Social and environmental compliance
InConflicts of interest and production-related circumstances, such as noise, unpleasant odors, and environmental pollution, can result in disputes with local residents. Procedures are in place at all sites to ensure that complaints are handled fairly and impartially. All complaints are reviewed monthly and reported directly to the Lenzing Group’s senior management teams. Complaints were registered at the sites in Lenzing (Austria), Purwakarta (Indonesia), Nanjing (China), Paskov (Czech Republic), and Indianópolis (Brazil) in 2021, and appropriate remedial measures were taken following the investigation and review process. In Brazil, a resident’s complaint led to a legal dispute that is still ongoing.
While Lenzing companies/subsidiaries have always placed compliance to national and local laws, regulations and policies as fundamental principle and any related issues are treated and resolved with utmost priority, three minor administrative penalties (fines amounting to 203,000 RMB) were imposed on Lenzing’s site in Nanjing (China), in the reporting year.

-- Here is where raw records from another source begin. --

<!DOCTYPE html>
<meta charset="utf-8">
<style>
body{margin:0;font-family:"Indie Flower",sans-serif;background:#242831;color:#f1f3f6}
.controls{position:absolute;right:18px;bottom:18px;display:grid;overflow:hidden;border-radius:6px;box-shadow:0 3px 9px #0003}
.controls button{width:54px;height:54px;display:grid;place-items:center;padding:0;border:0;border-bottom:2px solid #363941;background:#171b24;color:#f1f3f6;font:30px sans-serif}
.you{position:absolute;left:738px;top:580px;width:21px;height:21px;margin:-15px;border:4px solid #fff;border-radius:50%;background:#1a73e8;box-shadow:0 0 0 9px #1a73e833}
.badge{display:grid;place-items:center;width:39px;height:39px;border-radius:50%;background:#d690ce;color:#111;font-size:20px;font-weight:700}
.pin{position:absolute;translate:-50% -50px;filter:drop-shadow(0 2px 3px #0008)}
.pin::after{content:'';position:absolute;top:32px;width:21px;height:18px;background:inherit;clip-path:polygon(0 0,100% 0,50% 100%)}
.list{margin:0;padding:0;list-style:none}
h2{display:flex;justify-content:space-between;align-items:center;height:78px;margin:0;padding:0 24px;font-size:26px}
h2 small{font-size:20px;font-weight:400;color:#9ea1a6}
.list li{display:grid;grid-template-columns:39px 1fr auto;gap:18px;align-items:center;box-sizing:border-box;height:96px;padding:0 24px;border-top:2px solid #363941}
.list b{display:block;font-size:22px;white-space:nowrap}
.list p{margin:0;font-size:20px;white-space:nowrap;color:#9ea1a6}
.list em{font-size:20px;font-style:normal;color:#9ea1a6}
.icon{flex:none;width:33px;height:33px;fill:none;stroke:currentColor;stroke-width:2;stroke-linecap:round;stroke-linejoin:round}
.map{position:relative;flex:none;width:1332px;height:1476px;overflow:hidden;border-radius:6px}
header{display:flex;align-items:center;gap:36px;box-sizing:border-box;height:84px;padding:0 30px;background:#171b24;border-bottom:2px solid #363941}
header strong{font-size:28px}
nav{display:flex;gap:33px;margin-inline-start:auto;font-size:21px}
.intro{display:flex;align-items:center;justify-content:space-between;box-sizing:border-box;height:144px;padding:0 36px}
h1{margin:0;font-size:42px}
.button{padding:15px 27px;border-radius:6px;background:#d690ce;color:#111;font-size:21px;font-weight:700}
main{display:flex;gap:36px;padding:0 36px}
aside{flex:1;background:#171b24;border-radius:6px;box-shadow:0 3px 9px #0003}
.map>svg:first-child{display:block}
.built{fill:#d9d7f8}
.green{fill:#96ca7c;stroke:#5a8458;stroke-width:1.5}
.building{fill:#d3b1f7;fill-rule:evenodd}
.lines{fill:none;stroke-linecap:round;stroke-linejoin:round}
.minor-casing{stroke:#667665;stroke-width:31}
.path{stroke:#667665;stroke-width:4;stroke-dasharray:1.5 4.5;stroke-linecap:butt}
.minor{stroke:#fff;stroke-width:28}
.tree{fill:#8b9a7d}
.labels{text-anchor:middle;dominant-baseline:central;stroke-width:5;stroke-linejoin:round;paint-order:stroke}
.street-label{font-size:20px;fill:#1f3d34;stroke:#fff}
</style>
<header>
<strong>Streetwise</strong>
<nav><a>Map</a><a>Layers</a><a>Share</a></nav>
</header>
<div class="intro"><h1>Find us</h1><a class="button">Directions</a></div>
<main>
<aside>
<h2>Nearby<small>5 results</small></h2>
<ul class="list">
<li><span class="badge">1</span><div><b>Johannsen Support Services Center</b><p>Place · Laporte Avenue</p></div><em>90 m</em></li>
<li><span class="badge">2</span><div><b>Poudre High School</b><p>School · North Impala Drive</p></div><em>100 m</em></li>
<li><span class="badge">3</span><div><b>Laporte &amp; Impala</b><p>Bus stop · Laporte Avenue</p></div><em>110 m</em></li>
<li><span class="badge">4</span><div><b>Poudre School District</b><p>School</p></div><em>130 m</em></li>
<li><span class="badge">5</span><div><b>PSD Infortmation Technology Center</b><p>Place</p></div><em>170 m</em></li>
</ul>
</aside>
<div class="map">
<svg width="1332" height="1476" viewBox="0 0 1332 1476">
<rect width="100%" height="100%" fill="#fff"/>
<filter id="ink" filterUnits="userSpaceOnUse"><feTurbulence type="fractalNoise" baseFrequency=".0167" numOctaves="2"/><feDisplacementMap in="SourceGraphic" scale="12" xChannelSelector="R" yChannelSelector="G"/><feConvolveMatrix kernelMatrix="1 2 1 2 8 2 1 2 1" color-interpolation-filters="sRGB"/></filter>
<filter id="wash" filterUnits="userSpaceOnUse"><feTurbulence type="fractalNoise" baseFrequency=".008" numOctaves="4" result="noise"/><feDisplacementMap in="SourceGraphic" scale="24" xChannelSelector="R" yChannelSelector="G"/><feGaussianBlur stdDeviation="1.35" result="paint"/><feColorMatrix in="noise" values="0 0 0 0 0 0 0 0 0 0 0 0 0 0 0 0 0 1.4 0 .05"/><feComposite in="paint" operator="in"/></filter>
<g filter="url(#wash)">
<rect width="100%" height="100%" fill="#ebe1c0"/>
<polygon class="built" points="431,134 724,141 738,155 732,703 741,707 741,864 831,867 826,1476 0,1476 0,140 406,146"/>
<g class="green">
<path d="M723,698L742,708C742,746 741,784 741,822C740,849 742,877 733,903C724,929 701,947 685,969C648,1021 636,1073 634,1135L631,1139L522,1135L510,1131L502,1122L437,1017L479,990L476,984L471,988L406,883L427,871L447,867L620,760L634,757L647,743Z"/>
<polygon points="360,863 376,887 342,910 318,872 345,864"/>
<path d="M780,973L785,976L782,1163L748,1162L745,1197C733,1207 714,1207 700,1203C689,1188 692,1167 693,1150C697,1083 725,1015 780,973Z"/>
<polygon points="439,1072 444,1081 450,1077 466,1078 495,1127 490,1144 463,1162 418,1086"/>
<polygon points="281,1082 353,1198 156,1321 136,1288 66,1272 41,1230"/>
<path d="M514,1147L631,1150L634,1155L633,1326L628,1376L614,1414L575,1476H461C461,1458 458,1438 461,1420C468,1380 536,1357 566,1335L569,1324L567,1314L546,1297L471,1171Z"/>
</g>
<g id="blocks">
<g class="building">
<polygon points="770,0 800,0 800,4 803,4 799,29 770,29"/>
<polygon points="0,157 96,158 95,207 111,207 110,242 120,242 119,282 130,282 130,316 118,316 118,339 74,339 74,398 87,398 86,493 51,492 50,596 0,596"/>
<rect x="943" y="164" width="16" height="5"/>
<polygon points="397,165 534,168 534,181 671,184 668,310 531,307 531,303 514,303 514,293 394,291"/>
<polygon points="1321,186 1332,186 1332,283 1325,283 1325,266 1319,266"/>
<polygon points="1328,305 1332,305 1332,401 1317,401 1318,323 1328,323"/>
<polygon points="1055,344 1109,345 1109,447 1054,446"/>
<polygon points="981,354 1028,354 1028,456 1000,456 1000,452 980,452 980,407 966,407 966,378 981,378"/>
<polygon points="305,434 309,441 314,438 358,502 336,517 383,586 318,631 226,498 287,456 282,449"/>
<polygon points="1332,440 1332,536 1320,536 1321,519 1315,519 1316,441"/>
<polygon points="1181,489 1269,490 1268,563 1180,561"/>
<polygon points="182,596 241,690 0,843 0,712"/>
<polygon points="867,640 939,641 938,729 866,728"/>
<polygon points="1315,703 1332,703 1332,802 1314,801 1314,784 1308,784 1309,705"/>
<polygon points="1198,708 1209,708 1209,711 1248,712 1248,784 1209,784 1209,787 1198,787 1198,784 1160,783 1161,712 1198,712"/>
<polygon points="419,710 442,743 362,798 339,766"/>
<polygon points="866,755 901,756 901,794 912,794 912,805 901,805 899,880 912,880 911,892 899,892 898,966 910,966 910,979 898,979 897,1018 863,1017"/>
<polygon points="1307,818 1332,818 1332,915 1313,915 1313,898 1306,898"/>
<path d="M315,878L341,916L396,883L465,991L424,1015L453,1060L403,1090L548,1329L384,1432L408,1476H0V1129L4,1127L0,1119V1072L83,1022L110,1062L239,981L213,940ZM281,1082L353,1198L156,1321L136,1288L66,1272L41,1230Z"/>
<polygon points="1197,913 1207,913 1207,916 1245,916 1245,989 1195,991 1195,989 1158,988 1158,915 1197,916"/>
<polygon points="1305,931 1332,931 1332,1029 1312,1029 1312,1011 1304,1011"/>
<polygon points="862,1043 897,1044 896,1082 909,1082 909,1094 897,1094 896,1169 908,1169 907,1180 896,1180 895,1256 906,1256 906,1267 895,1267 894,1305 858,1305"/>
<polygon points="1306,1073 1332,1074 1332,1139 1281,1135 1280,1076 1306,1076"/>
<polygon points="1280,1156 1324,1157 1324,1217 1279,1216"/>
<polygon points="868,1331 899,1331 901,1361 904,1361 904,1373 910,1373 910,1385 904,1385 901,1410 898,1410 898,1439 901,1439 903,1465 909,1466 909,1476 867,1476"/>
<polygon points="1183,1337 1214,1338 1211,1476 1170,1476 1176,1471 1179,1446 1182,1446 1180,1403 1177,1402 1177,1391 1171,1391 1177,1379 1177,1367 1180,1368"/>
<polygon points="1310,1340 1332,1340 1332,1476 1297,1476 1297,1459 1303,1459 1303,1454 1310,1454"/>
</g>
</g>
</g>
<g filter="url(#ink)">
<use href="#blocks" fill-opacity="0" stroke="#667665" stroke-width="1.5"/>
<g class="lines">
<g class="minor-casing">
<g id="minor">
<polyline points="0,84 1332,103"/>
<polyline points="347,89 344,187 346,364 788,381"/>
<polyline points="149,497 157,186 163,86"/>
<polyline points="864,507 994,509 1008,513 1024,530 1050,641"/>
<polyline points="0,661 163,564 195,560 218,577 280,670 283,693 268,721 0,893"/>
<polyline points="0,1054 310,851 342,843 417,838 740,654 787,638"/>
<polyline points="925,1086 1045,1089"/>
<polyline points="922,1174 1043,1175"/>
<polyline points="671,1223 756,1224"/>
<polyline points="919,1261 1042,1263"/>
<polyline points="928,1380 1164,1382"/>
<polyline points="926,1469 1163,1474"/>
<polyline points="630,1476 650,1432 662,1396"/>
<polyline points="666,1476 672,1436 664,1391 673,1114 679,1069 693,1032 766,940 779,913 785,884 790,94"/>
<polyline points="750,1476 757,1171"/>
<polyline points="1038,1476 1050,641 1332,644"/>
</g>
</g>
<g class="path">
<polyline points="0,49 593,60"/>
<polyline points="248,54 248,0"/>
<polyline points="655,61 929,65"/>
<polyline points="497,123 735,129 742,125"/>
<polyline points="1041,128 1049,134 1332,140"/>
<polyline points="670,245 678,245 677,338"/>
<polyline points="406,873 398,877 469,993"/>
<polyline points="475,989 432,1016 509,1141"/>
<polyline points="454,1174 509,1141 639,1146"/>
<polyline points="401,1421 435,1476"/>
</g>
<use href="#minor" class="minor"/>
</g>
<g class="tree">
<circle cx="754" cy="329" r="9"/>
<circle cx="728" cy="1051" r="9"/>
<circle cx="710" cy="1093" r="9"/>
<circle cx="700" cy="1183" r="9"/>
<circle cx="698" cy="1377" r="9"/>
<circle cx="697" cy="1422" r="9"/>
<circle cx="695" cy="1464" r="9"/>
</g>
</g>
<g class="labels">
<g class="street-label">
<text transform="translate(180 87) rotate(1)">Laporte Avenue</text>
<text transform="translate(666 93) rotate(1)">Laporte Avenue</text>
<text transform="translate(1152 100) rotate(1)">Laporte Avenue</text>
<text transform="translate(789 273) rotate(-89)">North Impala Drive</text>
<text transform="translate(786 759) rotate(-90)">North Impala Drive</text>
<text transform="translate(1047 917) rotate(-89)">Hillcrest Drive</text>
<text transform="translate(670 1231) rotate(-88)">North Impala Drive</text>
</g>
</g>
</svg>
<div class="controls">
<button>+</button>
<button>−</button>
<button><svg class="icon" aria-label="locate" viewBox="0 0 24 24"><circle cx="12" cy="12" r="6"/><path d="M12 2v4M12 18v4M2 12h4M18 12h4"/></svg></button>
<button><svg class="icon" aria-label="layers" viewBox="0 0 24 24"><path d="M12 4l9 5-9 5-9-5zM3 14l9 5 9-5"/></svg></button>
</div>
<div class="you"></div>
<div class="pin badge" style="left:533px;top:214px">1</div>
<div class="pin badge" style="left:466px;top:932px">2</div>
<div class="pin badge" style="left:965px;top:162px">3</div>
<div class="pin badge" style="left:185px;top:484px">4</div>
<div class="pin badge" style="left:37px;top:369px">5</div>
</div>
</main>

The issues were in connection with the disposal and storage of waste and the management of pollutant data. All were immediately rectified to the local authorities’ satisfaction. At the site in Paskov (Czech Republic), an administrative proceeding is currently ongoing in connection with the Czech Environmental Inspectorate. In Brazil, a preliminary injunction against the release of effluents was issued by local authorities. The appeal against the injunction was successful.
66) Training data as of December 23, 2021, as not otherwise presentable for technical reasons. Percentage data based on total workforce as of December 31, 2021.